Bringing it all Together

The fact that the Hybristodikai falls into the very specific and short period between the start of the war and Eupolis’ career in 429 and the parody of Herodotus in Aristophanes Acharnians in January 425, adds weight to the fact that the passage in Ptolemy’s Strange History refers to Herodotus’ Ephialtes. Possessing a copy of  Eupolis’ Hybristodikai could indeed date to a later period – but the naming of Ephialtes makes the most (in)famous man of that name more likely.
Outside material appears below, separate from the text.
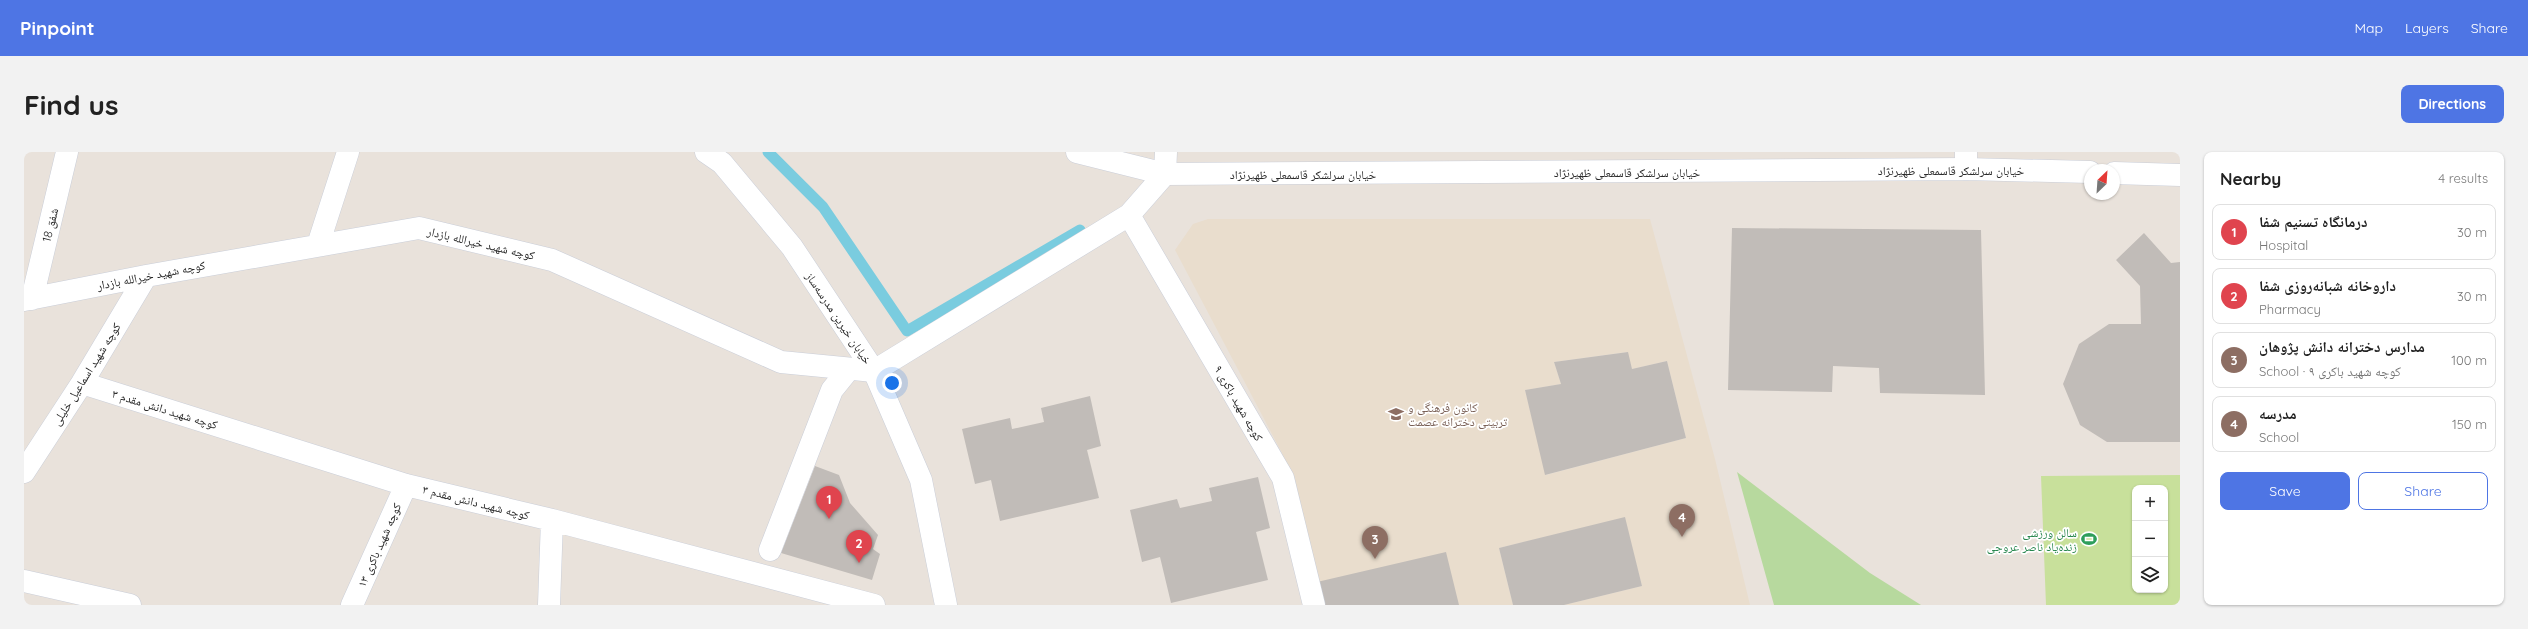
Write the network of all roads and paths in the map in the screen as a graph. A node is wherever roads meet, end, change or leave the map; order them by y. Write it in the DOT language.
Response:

And for him to have had a copy of Eupolis’ play at his death and before Herodotus published his work, narrows the date range considerably; it was perhaps a new play at the time. Herodotus mentions the death of Ephialtes although only telling us it happened later after he had fled into Thessaly and then had a price put on his head before returning to be killed in Anticyra; he does not give us a precise context for it. Given Herodotus’ unfulfilled promise to deal with Ephialtes’ death, and the fact that the passage of Ptolemy Hephaestion’s Strange History fits very narrow criteria, there seems very little reason not to accept that a) the Ephialtes Ptolemy refers to was Herodotus’ Ephialtes, and b) that Ephialtes’ death occurred much later than Herodotus’ main narrative, in the early years of the Peloponnesian War and within Eupolis’ career c.429-426 BC. If this is the case, then the latest event referred to by Herodotus was not the execution of two men from Tegea in 430/429 BC, but the death of the villain of Thermopylae, some time between 429 and 426 BC and who happened to have a copy of the newest play from the wunderkind of Attic Comedy.